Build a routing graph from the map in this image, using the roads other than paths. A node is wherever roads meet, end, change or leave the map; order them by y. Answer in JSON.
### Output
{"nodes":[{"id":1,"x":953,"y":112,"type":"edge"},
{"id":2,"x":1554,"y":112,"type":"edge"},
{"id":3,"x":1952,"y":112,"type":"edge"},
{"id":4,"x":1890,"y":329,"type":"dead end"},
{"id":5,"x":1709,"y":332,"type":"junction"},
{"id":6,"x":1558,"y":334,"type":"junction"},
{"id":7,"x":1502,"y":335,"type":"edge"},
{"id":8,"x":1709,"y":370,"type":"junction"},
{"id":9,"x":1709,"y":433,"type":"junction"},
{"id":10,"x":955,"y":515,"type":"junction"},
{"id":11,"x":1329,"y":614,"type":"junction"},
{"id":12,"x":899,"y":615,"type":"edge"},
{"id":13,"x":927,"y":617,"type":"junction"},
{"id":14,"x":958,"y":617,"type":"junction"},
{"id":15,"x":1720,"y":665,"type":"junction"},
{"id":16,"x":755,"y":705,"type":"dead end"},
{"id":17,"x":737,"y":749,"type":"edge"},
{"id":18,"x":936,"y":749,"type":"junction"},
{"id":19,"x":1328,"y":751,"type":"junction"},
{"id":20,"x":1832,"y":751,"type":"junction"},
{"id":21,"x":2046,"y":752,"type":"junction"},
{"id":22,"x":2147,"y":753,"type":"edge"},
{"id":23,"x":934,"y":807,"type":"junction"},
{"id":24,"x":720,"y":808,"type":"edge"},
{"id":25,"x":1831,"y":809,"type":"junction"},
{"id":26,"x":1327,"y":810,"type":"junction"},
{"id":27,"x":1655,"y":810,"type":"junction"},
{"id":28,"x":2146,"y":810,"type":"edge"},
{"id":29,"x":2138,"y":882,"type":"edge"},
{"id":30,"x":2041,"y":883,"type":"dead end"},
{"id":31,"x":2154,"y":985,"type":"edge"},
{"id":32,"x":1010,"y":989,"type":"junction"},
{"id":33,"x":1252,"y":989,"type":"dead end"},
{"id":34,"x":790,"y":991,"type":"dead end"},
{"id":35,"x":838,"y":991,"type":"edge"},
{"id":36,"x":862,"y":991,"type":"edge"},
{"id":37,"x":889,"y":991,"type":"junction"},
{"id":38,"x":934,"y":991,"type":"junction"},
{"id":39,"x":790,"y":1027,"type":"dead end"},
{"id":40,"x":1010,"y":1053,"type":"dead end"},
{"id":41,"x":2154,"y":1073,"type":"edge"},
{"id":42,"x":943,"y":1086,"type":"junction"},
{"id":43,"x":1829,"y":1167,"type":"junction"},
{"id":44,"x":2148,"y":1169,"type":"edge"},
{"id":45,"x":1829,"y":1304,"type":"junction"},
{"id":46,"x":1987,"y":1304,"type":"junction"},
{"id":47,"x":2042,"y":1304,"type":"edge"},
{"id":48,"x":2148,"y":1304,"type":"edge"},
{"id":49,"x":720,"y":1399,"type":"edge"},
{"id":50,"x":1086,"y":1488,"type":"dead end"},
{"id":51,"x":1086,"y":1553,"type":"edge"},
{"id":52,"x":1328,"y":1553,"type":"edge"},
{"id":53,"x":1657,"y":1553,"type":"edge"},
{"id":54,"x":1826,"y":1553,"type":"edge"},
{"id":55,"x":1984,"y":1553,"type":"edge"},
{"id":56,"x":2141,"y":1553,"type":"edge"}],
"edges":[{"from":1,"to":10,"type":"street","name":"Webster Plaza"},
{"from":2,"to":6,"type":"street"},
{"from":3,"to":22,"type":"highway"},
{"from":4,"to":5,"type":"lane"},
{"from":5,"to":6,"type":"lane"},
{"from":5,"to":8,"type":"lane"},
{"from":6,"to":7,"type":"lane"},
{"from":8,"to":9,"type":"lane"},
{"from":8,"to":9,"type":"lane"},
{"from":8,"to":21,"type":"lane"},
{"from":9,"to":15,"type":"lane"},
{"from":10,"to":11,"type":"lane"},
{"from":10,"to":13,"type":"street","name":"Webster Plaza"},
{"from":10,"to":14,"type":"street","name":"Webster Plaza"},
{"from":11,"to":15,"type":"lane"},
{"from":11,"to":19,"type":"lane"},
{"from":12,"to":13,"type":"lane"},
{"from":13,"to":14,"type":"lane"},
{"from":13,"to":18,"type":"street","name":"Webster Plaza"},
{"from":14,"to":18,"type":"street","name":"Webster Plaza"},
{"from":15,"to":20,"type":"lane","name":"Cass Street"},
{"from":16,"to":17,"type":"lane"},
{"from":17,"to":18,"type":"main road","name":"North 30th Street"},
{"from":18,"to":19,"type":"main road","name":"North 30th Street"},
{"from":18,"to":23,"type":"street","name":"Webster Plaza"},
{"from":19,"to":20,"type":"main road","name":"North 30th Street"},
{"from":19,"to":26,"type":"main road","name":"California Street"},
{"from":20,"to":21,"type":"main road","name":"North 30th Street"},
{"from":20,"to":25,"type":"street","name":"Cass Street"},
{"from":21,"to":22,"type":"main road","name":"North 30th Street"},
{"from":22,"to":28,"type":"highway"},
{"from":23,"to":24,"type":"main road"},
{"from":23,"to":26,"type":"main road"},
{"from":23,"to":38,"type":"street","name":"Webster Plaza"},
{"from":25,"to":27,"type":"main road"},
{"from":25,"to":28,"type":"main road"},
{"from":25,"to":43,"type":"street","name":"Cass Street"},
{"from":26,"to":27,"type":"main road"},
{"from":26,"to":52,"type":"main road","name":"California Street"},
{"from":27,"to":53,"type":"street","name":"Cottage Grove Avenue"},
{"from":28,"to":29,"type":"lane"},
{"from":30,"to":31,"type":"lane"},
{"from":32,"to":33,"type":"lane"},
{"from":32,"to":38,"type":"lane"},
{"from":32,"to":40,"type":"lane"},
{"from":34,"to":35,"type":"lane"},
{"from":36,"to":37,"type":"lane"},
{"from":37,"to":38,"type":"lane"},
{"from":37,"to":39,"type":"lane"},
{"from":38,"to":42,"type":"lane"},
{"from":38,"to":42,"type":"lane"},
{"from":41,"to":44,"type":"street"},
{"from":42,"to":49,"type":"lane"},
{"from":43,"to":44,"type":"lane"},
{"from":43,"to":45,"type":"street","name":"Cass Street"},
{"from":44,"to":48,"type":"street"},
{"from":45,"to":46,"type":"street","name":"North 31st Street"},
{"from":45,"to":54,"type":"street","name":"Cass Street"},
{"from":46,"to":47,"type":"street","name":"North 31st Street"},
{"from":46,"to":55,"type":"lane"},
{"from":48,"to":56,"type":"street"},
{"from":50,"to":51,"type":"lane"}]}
· · ·
Exercise: Search the entries for the word "Webster" and show every line that has it.

Exercise output:
"edges":[{"from":1,"to":10,"type":"street","name":"Webster Plaza"},
{"from":10,"to":13,"type":"street","name":"Webster Plaza"},
{"from":10,"to":14,"type":"street","name":"Webster Plaza"},
{"from":13,"to":18,"type":"street","name":"Webster Plaza"},
{"from":14,"to":18,"type":"street","name":"Webster Plaza"},
{"from":18,"to":23,"type":"street","name":"Webster Plaza"},
{"from":23,"to":38,"type":"street","name":"Webster Plaza"},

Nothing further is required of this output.